Lint only Part of a Website

Scope lets you lint only a part of the page.

It is the "where" of a Target.

By default, ViewLint lints the whole page (document.body). Narrowing scope can make linting faster and makes results easier to interpret.

What is a Scope

A Scope is a function that returns one or more Playwright locators.

Those locators become the "roots" of linting. Rules only search inside those roots.

One-off scope in CLI

If you just want to focus on a region, use ad-hoc CSS selectors:

viewlint https://example.com --selector "#checkout" ".modal"
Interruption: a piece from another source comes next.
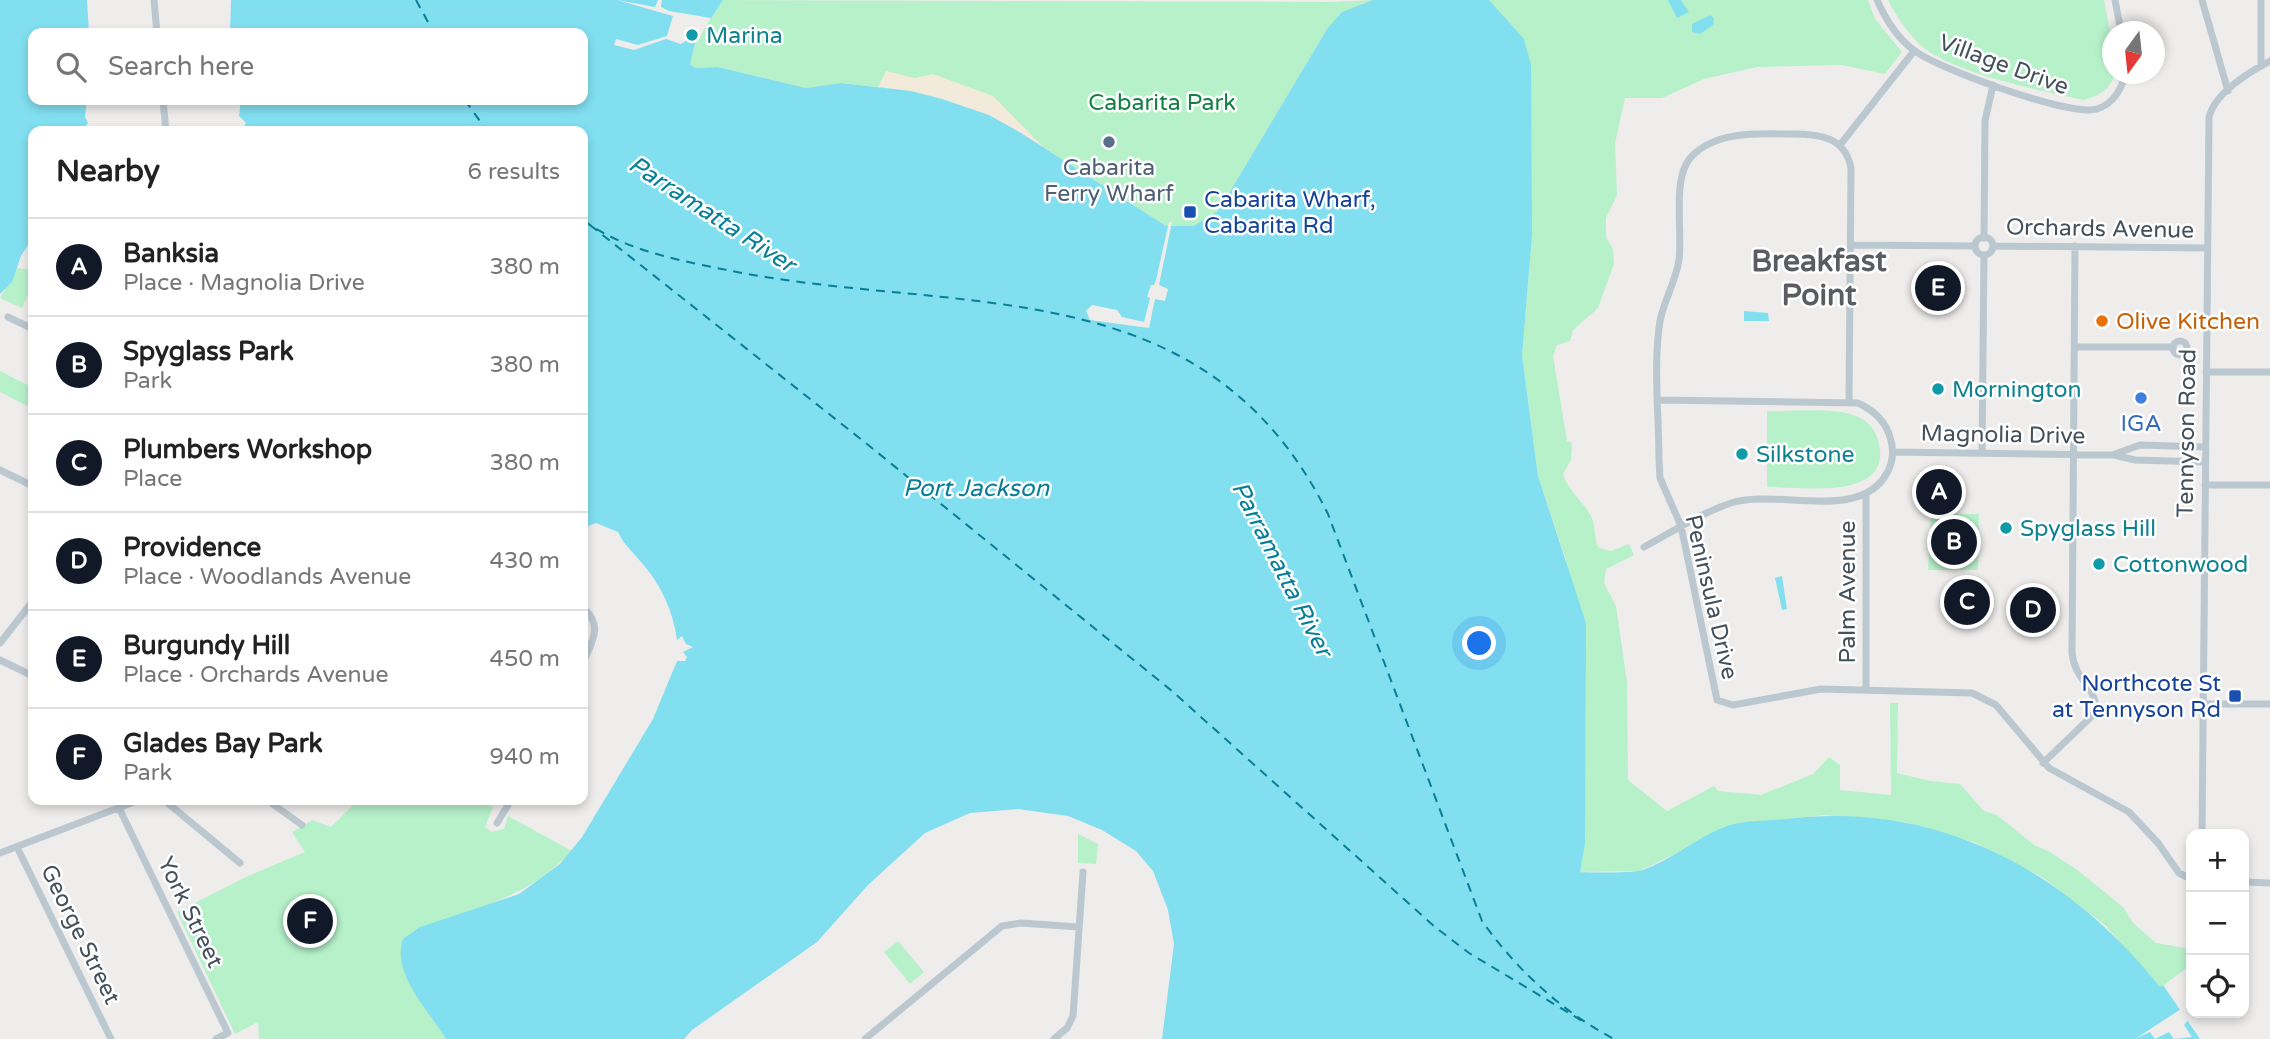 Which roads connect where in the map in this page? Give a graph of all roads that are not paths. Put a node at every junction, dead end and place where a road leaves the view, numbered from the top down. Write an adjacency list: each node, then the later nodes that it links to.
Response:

Each selector adds another root. If all selectors resolve to zero elements, ViewLint exits with code 2.

Tip: if you pass URLs and --selector, put the URLs first.

Reusable scopes in config

For repeatable workflows, define named scopes in viewlint.config.ts:

import { defineConfig } from "viewlint/config";
import rules from "@viewlint/rules";

export default defineConfig({
  plugins: { rules },
  extends: ["rules/recommended"],

  scopes: {
    checkout: {
      getLocator: ({ page }) => page.locator("#checkout"),
    },
  },
});

Then run:

viewlint https://example.com --scope checkout

If the named scope resolves to zero elements, ViewLint exits with code 2.

Scopes can return multiple roots

If your UI is split across multiple areas, return multiple locators:

scopes: {
	importantStuff: {
		getLocator: ({ page }) => [
			page.locator("header"),
			page.locator("#checkout"),
		],
	},
}

Composing scopes

You can apply more than one scope in a single run. ViewLint will combine all of their roots.

viewlint https://example.com --scope checkout importantStuff

Scope vs ignoring

  • Use scope when you want ViewLint to focus on a region.
  • Use data-viewlint-ignore when you want to silence a subtree even when linting the whole page.